- Cash transactions are always preferable as banks do not have to deal with uncertainties about redemption of SRs, and the ARCs can buy assets at deep discount, paying upfront. But they don’t have the money to do so. At the same time, SRs signify the so-called skin in the game. Let’s raise the limit of ARC’s subscription to SRs from 15 per cent to 25 per cent (even though the government’s bad bank in the making has envisaged retaining the 15 per cent norm).
- Along with this, the requirement of capital/owned funds for ARCs may be raised to, say, Rs 500 crore to strengthen their ability to buy bad assets. This is to ensure that ARCs remain focused on resolution and not recovery. ARCs with dollops of patient capital can play a bigger role in the reduction of non-performing assets.
- The Securitisation Act and the insolvency code should have uniform norms. The ARCs must be allowed to put in equity to turn companies around. Now they cannot do so and those who bring in equity dictate the terms of resolution. Indeed, the Act allows ARCs to change or take over the management and sale, or lease, of the business of the defaulting borrowers, but the RBI has taken long to empower them, that too in a piecemeal manner. They can take over the management, but cannot lease the business as yet.
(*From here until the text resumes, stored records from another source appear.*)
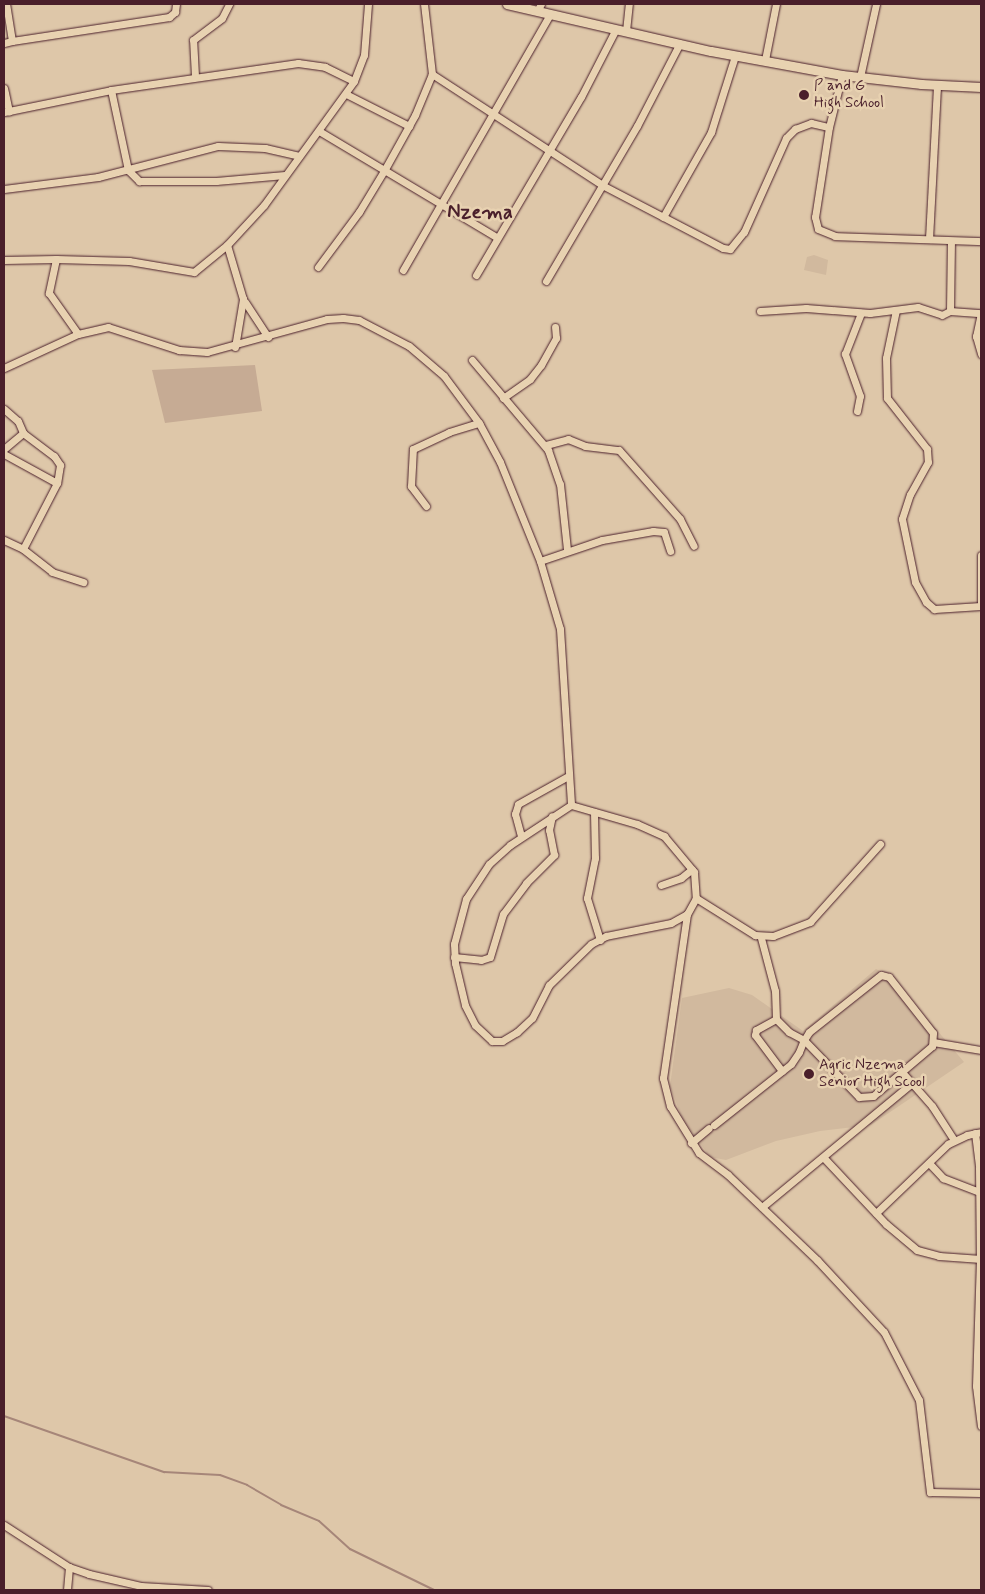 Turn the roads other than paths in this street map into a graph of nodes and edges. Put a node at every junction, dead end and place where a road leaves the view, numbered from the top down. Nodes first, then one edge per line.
1 (6, 4) edge
2 (176, 4) edge
3 (229, 4) edge
4 (368, 4) edge
5 (424, 4) edge
6 (507, 4) edge
7 (629, 4) edge
8 (776, 4) edge
9 (876, 4) edge
10 (539, 7) edge
11 (550, 14) junction
12 (616, 29) junction
13 (626, 31) junction
14 (12, 41) junction
15 (4, 42) edge
16 (680, 43) junction
17 (736, 56) junction
18 (765, 60) junction
19 (432, 74) junction
20 (842, 75) junction
21 (195, 76) junction
22 (860, 77) junction
23 (354, 81) junction
24 (937, 85) junction
25 (981, 87) edge
26 (4, 88) edge
27 (111, 90) junction
28 (346, 94) junction
29 (6, 112) edge
30 (492, 113) junction
31 (409, 126) junction
32 (829, 127) junction
33 (319, 131) junction
34 (546, 150) junction
35 (299, 156) junction
36 (385, 169) junction
37 (128, 170) junction
38 (285, 176) junction
39 (602, 185) junction
40 (4, 188) edge
41 (441, 203) junction
42 (663, 217) junction
43 (496, 237) junction
44 (929, 239) junction
45 (981, 241) edge
46 (950, 242) junction
47 (227, 245) junction
48 (56, 259) junction
49 (4, 260) edge
50 (318, 267) dead end
51 (403, 270) dead end
52 (476, 275) dead end
53 (546, 281) dead end
54 (243, 299) junction
55 (896, 310) junction
56 (760, 311) dead end
57 (950, 311) junction
58 (861, 313) junction
59 (981, 313) edge
60 (555, 327) dead end
61 (78, 334) junction
62 (268, 337) junction
63 (235, 347) junction
64 (981, 354) edge
65 (472, 360) dead end
66 (4, 368) edge
67 (503, 398) junction
68 (4, 409) edge
69 (857, 412) dead end
70 (479, 423) junction
71 (23, 433) junction
72 (546, 445) junction
73 (4, 449) edge
74 (4, 454) edge
75 (57, 483) junction
76 (426, 506) dead end
77 (4, 540) edge
78 (694, 546) dead end
79 (23, 549) junction
80 (567, 550) junction
81 (670, 551) dead end
82 (981, 555) edge
83 (540, 561) junction
84 (83, 582) dead end
85 (981, 605) edge
86 (568, 776) junction
87 (571, 805) junction
88 (594, 812) junction
89 (552, 816) junction
90 (522, 836) junction
91 (880, 844) dead end
92 (692, 869) junction
93 (661, 885) dead end
94 (696, 898) junction
95 (688, 914) junction
96 (761, 938) junction
97 (600, 940) junction
98 (454, 957) junction
99 (776, 1019) junction
100 (804, 1040) junction
101 (933, 1042) junction
102 (981, 1050) edge
103 (782, 1071) junction
104 (902, 1072) junction
105 (912, 1083) junction
106 (978, 1133) edge
107 (954, 1140) junction
108 (691, 1143) junction
109 (824, 1158) junction
110 (928, 1163) junction
111 (979, 1192) junction
112 (762, 1207) junction
113 (876, 1213) junction
114 (980, 1259) edge
115 (981, 1426) edge
116 (981, 1493) edge
117 (4, 1526) edge
118 (4, 1530) edge
119 (69, 1567) junction
120 (68, 1590) edge
121 (208, 1590) edge

1 - 14 street
2 - 14 street
3 - 21 street
4 - 23 street
5 - 19 street
6 - 10 street
7 - 13 street
8 - 18 street
9 - 22 street
10 - 11 street
11 - 12 street
11 - 30 street
12 - 13 street
12 - 34 street
13 - 16 street
14 - 15 street
16 - 17 street
16 - 39 street
17 - 18 street
17 - 42 street
18 - 20 street
19 - 30 street
19 - 31 street
20 - 22 street
20 - 32 street
21 - 23 street
21 - 27 street
22 - 24 street
23 - 28 street
24 - 25 street
24 - 44 street
26 - 29 street
27 - 29 street
27 - 37 street
28 - 31 street
28 - 33 street
30 - 34 street
30 - 41 street
31 - 36 street
32 - 42 street
32 - 44 street
33 - 35 street
33 - 36 street
34 - 39 street
34 - 43 street
35 - 37 street
35 - 38 street
36 - 41 street
36 - 50 street
37 - 38 street
37 - 40 street
38 - 47 street
39 - 42 street
39 - 53 street
41 - 43 street
41 - 51 street
43 - 52 street
44 - 46 street
45 - 46 street
46 - 57 street
47 - 48 street
47 - 54 street
48 - 49 street
48 - 61 street
54 - 62 street
54 - 63 street
55 - 57 street
55 - 58 street
55 - 85 street
56 - 58 street
57 - 59 street
58 - 69 street
59 - 64 street
60 - 67 street
61 - 63 street
61 - 66 street
62 - 63 street
62 - 70 street
65 - 67 street
67 - 72 street
68 - 71 street
70 - 76 street
70 - 83 street
71 - 73 street
71 - 75 street
72 - 78 street
72 - 80 street
74 - 75 street
75 - 79 street
77 - 79 street
79 - 84 street
80 - 81 street
80 - 83 street
82 - 85 street
83 - 86 street
86 - 87 street
86 - 90 street
87 - 88 street
87 - 89 street
88 - 92 street
88 - 97 street
89 - 90 street
89 - 98 street
90 - 98 street
91 - 96 street
92 - 93 street
92 - 94 street
94 - 95 street
94 - 96 street
95 - 97 street
95 - 108 street
96 - 99 street
97 - 98 street
99 - 100 street
99 - 103 street
100 - 101 street
100 - 103 street
100 - 104 street
101 - 102 street
101 - 104 street
103 - 108 street
104 - 105 street
105 - 107 street
105 - 109 street
106 - 107 street
106 - 111 street
107 - 110 street
108 - 112 street
109 - 112 street
109 - 113 street
110 - 111 street
110 - 113 street
111 - 114 street
112 - 116 street
113 - 114 street
114 - 115 street
117 - 118 street
117 - 119 street
119 - 120 street
119 - 121 street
- Even though they are not listed entities, the ARCs must have the right number of independent directors on boards and a professional management besides independent audit and risk management committees for accountability, compliance and governance.
- Both the RBI and the capital markets regulator must together create a secondary market for SRs to reflect the true valuation of such receipts. Even after 18 years of their existence, the SRs are not traded.
- The recommendation of a 2019 RBI task for setting up an online platform for asset sale for price discovery is yet to be implemented. The alternative investment funds could be allowed to bid for bad loans directly along with the ARCs and others.
- We can also think of a recovery rating of such assets before they are sold, instead of rating them six months later. Recovery ratings reflect a fundamental analysis of the underlying relationship between financial claims on an entity and potential sources to meet those claims. Once the pricing is based on such ratings, even if the banks are settling for high discounts, they will not be afraid of being hounded by investigative agencies.
- We need consolidation. Let the smaller ACRs focus exclusively on retail and SME loans that have gone bad, while the big boys with higher capital buy corporate loans and resolve them.
- Finally, one question: Why can’t we have a sunset clause for the ARCs, which is a global norm?